Saved data entries:
########

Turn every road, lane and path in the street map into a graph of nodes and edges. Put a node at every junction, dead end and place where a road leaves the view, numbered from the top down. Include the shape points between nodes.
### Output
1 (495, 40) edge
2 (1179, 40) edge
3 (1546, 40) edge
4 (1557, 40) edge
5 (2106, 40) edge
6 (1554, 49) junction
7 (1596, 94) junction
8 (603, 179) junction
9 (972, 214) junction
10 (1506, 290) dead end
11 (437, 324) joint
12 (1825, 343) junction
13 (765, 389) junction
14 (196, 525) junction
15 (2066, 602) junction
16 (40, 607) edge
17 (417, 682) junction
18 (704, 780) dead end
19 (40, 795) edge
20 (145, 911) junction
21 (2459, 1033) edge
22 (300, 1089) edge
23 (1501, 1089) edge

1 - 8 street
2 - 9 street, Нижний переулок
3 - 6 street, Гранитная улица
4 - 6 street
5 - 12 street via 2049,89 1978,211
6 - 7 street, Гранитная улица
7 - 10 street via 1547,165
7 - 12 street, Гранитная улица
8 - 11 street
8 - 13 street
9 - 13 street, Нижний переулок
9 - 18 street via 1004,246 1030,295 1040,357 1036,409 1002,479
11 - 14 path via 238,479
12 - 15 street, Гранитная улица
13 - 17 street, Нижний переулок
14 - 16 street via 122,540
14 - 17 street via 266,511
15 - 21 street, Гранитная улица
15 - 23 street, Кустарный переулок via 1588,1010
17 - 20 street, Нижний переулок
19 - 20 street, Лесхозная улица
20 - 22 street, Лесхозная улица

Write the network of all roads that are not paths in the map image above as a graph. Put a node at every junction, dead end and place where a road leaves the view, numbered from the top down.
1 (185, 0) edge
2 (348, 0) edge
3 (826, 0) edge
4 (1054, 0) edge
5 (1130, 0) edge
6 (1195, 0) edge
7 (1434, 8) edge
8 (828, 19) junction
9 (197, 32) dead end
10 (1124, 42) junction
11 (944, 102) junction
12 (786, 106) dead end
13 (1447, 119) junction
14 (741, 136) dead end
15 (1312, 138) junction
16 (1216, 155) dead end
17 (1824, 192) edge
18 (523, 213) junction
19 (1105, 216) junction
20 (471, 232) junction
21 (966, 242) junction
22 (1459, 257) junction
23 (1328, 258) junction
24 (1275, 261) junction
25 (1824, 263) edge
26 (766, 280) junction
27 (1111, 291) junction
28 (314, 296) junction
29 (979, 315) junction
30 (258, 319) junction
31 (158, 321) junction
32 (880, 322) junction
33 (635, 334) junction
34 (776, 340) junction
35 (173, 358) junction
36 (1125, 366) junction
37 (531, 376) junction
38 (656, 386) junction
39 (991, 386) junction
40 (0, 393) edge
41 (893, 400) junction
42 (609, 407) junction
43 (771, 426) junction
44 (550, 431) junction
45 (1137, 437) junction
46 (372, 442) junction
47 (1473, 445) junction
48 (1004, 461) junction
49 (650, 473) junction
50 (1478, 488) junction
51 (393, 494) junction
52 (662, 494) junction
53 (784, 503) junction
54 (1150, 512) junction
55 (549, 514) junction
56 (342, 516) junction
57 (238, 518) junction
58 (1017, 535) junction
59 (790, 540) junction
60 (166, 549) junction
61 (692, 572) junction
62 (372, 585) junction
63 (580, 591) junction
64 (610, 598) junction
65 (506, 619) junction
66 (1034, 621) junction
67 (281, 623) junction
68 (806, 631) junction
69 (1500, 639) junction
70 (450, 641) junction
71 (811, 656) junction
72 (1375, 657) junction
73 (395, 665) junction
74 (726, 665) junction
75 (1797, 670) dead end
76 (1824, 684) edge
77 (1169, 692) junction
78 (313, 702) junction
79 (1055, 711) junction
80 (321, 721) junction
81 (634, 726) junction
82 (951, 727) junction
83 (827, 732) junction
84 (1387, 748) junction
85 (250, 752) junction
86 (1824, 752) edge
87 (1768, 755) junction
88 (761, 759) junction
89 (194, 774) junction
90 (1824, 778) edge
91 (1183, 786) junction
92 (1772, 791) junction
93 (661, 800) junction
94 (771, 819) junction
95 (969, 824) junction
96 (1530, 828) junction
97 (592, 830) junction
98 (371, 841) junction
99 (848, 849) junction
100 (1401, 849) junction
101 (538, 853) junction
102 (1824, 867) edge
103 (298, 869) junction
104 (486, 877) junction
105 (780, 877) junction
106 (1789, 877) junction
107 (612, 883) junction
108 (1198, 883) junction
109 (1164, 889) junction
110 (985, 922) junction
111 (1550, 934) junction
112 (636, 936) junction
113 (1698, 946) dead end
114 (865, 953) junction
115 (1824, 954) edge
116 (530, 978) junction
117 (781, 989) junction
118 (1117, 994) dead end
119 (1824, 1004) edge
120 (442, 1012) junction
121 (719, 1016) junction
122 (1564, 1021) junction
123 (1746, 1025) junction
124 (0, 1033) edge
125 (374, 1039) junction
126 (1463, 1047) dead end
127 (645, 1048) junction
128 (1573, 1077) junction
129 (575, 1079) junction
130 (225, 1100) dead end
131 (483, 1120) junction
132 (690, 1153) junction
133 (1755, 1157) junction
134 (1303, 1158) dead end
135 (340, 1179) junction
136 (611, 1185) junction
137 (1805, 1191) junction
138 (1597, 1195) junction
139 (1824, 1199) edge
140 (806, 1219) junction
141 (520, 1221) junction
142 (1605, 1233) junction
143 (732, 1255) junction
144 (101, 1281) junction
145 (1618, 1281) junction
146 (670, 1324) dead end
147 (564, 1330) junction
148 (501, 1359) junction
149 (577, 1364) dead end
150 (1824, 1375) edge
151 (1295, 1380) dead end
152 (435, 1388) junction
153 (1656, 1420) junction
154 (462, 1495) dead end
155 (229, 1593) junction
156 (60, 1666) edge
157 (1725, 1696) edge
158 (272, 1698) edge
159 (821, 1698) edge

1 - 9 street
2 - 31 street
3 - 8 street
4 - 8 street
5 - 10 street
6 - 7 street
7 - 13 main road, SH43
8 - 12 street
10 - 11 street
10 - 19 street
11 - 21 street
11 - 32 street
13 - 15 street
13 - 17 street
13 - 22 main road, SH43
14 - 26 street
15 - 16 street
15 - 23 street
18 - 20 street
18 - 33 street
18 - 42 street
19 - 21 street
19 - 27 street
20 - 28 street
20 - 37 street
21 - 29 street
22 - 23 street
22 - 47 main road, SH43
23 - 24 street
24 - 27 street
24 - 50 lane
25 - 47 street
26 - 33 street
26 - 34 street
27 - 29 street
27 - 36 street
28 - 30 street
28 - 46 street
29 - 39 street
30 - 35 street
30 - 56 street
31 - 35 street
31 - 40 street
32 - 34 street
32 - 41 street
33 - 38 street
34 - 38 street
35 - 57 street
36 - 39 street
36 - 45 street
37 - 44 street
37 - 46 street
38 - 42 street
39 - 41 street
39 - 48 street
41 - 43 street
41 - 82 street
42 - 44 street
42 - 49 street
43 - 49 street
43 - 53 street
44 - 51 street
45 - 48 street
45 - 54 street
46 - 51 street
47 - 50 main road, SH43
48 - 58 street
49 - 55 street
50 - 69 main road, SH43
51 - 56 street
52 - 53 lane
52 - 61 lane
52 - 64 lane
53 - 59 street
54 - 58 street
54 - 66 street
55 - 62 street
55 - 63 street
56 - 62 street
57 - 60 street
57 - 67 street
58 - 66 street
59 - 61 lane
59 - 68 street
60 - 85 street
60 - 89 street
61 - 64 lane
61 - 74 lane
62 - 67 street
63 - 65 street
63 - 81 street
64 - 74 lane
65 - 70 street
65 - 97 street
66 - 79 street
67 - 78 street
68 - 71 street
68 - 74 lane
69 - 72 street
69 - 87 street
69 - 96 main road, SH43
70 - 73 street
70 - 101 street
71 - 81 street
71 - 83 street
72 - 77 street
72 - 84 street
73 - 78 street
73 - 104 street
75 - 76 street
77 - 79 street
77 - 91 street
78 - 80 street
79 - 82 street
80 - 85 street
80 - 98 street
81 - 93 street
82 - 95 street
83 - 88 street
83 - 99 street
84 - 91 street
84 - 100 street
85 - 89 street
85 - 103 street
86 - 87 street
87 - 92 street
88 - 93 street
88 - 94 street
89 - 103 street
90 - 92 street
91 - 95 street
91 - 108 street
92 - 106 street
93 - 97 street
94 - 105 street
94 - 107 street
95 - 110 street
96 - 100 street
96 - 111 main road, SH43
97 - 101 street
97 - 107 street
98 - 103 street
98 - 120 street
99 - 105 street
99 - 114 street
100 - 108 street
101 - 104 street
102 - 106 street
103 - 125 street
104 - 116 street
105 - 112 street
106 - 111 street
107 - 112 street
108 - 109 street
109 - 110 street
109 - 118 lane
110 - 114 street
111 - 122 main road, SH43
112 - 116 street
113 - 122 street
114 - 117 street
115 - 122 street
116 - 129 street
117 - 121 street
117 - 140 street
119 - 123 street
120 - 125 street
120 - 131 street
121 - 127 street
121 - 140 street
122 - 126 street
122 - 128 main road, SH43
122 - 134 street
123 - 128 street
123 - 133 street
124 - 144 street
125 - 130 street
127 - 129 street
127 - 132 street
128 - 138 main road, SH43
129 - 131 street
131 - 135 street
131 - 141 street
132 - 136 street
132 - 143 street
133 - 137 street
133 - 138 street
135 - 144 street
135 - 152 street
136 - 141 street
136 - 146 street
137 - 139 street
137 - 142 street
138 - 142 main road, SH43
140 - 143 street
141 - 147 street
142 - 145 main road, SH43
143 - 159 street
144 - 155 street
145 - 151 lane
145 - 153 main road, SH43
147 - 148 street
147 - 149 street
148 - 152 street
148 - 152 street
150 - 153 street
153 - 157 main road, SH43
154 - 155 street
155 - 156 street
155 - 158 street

########

Work request —
Please copy every line in the entries where "down" appears.

Written reply —
Turn every road, lane and path in the street map into a graph of nodes and edges. Put a node at every junction, dead end and place where a road leaves the view, numbered from the top down. Include the shape points between nodes.
Write the network of all roads that are not paths in the map image above as a graph. Put a node at every junction, dead end and place where a road leaves the view, numbered from the top down.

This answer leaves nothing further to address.